How to parse a Non-tagged PDF containing tables using UiPath?

Hello Team,

I am looking at doing a POC for extracting table information from a PDF file (non-tagged one). Is this doable in UiPath? If Yes, do we have BKMs on getting it done?

I tried using Read PDF Text from UiPath.Pdf.Activities. Eventhough the data got extracted successfully, I get the entire table data as a single field. Additionally, all the column values are shown mixed. I mean… the 1st line of 1st column shows up… followed by 1st line of 2nd column… followed by 1st line of Nth column…

After all this, i get 2nd line of 1st column… 2nd line of 2nd column… 2nd line of Nth column.

Due to this, I am not able to build the table back for my business needs. Is there a much simpler way to achieve this? May be i am doing things incorrectly?

Also the last column data for 3rd row keeps spanning to the next page. How can we identify and include that as a single row?

I am new to UiPath forum and using 2019.10.4 version. Please help.

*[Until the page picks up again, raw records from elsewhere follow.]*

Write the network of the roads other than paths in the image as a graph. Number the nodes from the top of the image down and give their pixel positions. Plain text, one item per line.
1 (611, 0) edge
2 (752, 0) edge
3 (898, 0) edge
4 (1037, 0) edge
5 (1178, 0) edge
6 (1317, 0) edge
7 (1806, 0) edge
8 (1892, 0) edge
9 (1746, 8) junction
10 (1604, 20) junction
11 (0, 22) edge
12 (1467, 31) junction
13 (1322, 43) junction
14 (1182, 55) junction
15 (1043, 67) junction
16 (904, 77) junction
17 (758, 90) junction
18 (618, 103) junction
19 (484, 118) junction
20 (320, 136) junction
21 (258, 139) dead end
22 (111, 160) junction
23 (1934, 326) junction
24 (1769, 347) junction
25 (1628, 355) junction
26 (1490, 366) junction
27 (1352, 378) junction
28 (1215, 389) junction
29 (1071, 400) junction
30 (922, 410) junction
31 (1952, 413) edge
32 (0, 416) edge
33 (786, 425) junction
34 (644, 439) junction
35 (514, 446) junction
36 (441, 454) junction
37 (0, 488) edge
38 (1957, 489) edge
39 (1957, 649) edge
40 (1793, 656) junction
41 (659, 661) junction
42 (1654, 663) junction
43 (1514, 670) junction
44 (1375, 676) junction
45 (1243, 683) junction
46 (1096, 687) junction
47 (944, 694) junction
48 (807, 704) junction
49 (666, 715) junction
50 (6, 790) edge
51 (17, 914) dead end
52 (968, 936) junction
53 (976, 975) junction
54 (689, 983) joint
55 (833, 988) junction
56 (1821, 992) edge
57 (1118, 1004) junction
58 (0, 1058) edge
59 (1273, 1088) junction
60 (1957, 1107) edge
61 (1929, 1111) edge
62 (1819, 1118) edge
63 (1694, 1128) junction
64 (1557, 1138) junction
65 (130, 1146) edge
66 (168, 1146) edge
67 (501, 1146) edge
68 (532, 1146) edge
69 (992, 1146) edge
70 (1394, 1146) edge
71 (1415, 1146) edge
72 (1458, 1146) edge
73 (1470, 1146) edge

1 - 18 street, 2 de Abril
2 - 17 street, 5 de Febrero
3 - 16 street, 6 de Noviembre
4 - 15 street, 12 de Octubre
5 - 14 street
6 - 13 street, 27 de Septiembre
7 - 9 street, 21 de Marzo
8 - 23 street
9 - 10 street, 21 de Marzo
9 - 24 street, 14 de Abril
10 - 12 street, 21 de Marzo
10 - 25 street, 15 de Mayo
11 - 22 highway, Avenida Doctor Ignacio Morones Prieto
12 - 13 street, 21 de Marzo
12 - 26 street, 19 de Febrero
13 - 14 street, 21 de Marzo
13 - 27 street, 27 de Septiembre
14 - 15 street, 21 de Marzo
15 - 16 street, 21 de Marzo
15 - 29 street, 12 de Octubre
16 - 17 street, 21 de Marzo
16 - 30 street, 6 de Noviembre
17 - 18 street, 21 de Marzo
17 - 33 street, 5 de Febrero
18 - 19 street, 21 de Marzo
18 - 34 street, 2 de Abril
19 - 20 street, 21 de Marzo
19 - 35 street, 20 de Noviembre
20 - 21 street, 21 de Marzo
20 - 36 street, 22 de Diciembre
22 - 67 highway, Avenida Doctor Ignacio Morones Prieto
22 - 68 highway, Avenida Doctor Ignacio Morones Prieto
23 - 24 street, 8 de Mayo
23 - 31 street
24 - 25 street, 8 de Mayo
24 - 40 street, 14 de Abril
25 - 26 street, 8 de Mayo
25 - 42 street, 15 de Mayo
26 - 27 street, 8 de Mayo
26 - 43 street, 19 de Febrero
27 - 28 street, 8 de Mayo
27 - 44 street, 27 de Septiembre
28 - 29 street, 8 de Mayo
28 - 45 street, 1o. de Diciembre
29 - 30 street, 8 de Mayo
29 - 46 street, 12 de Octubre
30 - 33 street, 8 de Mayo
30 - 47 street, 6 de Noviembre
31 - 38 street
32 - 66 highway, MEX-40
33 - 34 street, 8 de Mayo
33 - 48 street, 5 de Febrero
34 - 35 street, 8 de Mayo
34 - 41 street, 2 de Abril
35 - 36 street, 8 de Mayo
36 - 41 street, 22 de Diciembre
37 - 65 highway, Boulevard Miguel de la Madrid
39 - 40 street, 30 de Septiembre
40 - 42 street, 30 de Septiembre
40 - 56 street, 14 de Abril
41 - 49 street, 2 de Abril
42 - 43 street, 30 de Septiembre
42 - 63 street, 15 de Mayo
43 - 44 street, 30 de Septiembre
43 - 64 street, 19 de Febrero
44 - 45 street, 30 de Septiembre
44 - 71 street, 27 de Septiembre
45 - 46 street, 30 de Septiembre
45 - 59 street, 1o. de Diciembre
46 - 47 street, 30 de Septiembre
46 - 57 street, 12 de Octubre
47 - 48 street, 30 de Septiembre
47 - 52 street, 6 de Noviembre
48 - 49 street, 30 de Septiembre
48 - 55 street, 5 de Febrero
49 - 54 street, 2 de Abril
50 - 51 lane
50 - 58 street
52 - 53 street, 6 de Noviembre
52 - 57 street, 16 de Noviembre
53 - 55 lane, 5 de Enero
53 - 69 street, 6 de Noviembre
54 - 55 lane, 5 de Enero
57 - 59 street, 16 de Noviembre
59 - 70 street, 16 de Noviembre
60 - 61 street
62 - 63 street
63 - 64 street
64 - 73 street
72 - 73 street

Refer the sample pdf here ABC Report.pdf (74.3 KB)

Refer the output parsed heretemp.txt (6.4 KB)

Use the screen scraping wizard instead. This will but the data in a datatable, which will let you keep your table alignment in the document.

Thanks @Anthony_Humphries. Can you share me a sample automation to do this? I tried using the screen scraping wizard which provides the output in a string variable but not datatable.

Is there a way to convert the string to datatable?

Use the data scraping wizard rather than the screen scraping one. The screen scraping wizard will provide you with a datatable in the end.

I referenced the wrong wizard before.

I tried the data scraping wizard and it returns me an error as “This control does not support data extraction. Please select a table cell”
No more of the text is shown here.